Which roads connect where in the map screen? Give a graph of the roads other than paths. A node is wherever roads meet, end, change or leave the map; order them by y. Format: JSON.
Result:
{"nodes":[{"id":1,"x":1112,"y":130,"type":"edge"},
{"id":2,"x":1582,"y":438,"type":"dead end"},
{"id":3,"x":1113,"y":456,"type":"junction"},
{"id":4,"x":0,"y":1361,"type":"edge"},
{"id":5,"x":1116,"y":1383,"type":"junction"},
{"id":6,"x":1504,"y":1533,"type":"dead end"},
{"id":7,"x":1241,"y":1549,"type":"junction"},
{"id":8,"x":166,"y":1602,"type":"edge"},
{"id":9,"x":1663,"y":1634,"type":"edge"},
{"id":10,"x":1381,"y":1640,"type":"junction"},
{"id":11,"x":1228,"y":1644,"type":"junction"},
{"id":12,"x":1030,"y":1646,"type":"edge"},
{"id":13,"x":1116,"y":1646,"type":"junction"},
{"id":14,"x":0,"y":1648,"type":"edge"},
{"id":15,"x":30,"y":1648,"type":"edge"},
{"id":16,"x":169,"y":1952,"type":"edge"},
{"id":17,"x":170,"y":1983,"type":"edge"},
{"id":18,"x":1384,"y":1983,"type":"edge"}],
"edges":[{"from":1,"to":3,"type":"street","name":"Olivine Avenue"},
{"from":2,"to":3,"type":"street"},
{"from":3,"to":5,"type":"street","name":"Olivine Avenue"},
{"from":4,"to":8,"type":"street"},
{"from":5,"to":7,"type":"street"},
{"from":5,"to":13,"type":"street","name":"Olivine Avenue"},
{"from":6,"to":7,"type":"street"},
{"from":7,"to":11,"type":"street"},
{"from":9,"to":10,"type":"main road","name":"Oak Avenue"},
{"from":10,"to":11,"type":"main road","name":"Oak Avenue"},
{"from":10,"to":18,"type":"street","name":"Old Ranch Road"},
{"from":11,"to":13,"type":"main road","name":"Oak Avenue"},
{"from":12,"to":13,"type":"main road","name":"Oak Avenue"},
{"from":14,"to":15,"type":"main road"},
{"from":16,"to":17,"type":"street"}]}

--------------------

#### [Exercise aim]
Which lines of the records above hold the word "name"? Copy each one out.

#### [Reply to the task]
"edges":[{"from":1,"to":3,"type":"street","name":"Olivine Avenue"},
{"from":3,"to":5,"type":"street","name":"Olivine Avenue"},
{"from":5,"to":13,"type":"street","name":"Olivine Avenue"},
{"from":9,"to":10,"type":"main road","name":"Oak Avenue"},
{"from":10,"to":11,"type":"main road","name":"Oak Avenue"},
{"from":10,"to":18,"type":"street","name":"Old Ranch Road"},
{"from":11,"to":13,"type":"main road","name":"Oak Avenue"},
{"from":12,"to":13,"type":"main road","name":"Oak Avenue"},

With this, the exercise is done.